Slamming on the brakes, One Arm’s
pock-marked face stretched into a predatory smile. His gold tooth
gleamed. “Could have too, Shit Head. That ol’ boy missed us because
he wanted to.”

Getting out of the dying truck, One
Arm prudently left the shotgun on the seat. “Stay here and shut
up,” he growled at the Kid, then, flashing his golden smile, he
approached the big man with the even bigger gun.

“Getting in a little practice, I see.
Mind some company?”

The man’s eyes, and the barrel of the
long gun, tracked his approach. Back in the cab, The Kid reached
slowly for the shotgun.

“They call me One Arm,” he continued,
moving the stump that ended just above his left elbow. “The young
asswipe in the cab I call The Kid.”

Dark eyes danced from the speaker to
the youth in the truck. The gun followed. “Tell him to show his
hands or you can call him Dog Meat.”

One Arm yelled over his shoulder.
“Show your hands! And make sure they’re empty!”
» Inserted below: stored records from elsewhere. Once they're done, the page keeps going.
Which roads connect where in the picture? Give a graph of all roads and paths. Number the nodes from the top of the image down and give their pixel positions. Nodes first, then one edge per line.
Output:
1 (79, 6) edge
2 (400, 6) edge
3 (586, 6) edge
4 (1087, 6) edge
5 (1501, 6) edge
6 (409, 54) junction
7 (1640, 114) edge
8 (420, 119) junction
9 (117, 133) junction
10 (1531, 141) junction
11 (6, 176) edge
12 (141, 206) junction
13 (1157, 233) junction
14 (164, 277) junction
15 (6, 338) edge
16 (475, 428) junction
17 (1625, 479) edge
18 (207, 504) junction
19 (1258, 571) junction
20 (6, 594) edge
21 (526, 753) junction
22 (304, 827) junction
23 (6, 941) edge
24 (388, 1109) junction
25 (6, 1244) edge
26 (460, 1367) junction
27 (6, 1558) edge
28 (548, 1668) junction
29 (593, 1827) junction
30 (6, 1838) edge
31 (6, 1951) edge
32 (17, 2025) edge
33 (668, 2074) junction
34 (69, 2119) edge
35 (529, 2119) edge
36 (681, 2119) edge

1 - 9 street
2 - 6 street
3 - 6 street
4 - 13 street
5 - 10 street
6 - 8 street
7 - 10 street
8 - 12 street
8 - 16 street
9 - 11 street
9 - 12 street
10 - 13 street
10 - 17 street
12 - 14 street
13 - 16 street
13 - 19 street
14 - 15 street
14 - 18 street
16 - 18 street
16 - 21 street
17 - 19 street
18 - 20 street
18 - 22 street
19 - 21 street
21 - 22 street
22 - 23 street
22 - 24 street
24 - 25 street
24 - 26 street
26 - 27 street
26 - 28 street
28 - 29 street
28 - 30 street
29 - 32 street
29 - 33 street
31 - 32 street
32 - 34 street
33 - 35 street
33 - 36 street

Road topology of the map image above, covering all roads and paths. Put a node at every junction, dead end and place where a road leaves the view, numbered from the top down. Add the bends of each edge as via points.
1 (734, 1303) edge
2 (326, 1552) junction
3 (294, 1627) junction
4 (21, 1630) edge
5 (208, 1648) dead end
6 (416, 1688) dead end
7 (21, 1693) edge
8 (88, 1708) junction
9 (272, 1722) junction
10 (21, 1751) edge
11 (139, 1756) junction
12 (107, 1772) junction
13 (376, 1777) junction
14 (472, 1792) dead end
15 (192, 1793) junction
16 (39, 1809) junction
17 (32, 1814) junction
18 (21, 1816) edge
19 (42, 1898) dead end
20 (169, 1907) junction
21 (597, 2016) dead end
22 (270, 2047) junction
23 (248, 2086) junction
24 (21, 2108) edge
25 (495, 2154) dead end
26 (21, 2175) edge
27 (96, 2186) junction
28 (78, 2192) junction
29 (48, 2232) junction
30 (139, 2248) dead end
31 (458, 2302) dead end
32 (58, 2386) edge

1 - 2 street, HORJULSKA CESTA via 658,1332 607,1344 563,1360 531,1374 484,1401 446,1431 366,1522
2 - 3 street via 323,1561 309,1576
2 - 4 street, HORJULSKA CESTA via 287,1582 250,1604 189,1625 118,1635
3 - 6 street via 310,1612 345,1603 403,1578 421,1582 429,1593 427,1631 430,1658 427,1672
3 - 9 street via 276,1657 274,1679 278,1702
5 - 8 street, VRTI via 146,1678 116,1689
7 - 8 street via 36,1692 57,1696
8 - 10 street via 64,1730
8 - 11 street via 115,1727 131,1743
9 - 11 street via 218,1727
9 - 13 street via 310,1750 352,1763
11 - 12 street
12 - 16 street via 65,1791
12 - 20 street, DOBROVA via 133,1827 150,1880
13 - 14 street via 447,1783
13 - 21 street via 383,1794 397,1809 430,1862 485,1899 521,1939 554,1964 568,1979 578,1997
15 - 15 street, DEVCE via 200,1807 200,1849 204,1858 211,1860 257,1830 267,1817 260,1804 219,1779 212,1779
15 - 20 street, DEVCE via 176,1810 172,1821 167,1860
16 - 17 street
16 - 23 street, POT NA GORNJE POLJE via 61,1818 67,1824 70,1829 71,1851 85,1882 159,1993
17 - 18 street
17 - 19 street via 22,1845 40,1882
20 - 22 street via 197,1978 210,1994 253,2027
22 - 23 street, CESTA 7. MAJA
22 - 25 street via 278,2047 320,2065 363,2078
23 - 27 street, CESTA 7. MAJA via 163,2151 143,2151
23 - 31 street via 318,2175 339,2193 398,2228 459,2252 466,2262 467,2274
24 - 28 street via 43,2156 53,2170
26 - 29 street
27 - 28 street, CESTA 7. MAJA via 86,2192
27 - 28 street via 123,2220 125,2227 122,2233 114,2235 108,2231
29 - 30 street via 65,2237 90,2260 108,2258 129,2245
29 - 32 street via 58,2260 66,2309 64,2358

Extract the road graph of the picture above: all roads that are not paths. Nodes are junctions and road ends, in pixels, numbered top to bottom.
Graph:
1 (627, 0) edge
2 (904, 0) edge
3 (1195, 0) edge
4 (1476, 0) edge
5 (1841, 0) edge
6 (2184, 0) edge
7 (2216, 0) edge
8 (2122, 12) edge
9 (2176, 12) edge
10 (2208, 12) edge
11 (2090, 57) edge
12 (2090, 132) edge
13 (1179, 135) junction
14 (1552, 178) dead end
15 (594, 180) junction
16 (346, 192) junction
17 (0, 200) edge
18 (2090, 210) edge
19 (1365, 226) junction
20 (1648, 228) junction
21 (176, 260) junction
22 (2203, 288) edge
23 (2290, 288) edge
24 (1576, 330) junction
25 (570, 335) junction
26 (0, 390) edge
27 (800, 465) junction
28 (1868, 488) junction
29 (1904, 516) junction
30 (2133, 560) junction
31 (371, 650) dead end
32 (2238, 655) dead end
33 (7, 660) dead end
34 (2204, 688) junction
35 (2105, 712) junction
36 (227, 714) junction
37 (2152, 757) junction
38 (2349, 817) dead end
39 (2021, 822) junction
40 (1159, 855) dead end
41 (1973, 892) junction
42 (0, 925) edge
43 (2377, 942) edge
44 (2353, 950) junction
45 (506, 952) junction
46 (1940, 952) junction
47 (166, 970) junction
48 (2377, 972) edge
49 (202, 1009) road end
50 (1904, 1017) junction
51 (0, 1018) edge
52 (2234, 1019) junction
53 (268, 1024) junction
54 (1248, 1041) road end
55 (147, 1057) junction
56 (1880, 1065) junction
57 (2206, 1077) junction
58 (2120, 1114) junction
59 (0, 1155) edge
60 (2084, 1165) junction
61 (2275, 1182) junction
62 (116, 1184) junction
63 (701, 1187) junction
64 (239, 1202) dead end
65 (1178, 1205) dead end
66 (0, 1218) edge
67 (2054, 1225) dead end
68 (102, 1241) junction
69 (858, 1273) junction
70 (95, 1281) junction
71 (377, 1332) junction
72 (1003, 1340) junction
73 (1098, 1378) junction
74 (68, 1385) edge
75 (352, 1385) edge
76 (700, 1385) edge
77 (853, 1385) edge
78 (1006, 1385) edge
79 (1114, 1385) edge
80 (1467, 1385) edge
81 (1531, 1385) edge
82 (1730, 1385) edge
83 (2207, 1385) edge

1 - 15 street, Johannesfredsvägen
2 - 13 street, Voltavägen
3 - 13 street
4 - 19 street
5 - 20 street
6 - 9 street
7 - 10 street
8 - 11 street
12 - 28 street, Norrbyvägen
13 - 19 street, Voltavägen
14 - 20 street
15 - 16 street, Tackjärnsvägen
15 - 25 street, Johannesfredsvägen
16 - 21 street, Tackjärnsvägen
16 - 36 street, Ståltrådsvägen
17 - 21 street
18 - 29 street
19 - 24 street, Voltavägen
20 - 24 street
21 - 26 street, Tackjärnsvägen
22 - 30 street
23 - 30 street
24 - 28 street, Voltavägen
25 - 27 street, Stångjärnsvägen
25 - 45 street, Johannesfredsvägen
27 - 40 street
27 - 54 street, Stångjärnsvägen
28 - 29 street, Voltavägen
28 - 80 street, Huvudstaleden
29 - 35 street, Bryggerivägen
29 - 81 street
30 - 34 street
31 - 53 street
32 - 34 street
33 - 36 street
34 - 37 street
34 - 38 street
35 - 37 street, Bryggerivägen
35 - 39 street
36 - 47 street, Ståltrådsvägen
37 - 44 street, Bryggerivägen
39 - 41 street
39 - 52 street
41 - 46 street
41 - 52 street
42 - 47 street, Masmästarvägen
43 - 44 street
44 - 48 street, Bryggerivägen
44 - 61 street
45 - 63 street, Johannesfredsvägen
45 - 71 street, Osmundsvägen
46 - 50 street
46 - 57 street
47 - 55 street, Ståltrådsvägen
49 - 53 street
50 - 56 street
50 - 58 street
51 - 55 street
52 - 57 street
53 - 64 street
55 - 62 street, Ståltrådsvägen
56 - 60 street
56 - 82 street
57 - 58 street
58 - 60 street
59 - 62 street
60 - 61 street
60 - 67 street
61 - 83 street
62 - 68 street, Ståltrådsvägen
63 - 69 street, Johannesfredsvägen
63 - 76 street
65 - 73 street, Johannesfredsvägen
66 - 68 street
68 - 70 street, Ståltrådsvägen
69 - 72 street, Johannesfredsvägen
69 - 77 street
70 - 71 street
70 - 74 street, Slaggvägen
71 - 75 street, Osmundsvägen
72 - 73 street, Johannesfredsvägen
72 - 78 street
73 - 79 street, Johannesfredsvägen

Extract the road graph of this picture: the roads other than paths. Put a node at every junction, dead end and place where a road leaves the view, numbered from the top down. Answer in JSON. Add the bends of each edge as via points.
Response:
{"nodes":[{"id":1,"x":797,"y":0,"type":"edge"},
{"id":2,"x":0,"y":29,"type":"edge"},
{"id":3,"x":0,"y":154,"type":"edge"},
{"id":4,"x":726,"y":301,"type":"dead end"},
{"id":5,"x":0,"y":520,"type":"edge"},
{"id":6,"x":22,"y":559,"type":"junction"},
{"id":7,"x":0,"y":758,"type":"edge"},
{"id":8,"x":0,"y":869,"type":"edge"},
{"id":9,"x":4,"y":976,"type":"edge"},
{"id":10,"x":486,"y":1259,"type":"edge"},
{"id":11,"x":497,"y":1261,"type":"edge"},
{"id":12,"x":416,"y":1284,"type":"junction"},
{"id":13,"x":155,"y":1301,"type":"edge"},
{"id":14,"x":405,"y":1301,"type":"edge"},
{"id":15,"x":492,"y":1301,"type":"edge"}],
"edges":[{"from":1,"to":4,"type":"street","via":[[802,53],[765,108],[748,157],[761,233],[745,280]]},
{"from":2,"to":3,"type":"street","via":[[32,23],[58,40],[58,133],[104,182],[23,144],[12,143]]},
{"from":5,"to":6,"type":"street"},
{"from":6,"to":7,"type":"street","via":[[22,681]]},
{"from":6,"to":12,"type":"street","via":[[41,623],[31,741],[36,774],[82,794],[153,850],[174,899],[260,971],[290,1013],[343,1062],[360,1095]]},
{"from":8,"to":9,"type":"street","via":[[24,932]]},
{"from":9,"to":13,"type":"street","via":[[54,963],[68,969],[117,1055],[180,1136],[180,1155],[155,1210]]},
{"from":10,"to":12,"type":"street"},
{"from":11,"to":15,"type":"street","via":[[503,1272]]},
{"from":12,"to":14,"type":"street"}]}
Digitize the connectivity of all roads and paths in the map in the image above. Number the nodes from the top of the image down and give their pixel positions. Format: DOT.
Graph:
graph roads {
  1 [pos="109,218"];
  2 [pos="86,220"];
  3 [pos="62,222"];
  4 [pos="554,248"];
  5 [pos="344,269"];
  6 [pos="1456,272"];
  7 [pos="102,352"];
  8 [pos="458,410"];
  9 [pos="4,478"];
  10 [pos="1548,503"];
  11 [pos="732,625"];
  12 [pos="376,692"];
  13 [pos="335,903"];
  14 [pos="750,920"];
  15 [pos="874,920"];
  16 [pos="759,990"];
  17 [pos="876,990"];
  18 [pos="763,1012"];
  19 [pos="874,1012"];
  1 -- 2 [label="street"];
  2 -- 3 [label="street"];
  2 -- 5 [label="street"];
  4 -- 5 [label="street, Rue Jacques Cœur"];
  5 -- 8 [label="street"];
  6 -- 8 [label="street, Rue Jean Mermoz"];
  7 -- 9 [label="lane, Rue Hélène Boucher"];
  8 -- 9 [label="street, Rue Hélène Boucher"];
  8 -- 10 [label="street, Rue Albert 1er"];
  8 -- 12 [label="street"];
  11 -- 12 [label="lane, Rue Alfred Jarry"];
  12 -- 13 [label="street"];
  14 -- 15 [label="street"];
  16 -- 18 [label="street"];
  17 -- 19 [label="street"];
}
The KId thrust his hands through the
open window like a demented faith healer.

“Satisfied?”, One Arm
asked.

Rambo’s clone snatched a can of beer
out of several cases piled on the curb and tossed it to One Arm.
Catching it deftly, he flashed his gold tooth and used it to pull
the tab. Warm suds foamed over his beard. “Tastes like warm piss,
but it hits the spot.”

The man joined him. “What’s with the
woman?”

One Arm glanced back at the truck.
From where he stood he could only see a head matted with tangled
brown hair. The rest of her was wrapped in an old car blanket.
“Just a little distraction,” he said, winking slyly. “You
interested?”

The stranger didn’t bother to respond,
so One Arm pressed on. “Me and The Kid were planning a little boat
trip. Thought we’d pick out one of those big mothers down at the
marina and chug over to Burlington. Maybe even cruise on down the
lake. Hell, the fucker’s over a hundred miles long! The three of us
could make a party out of it! What do you say?”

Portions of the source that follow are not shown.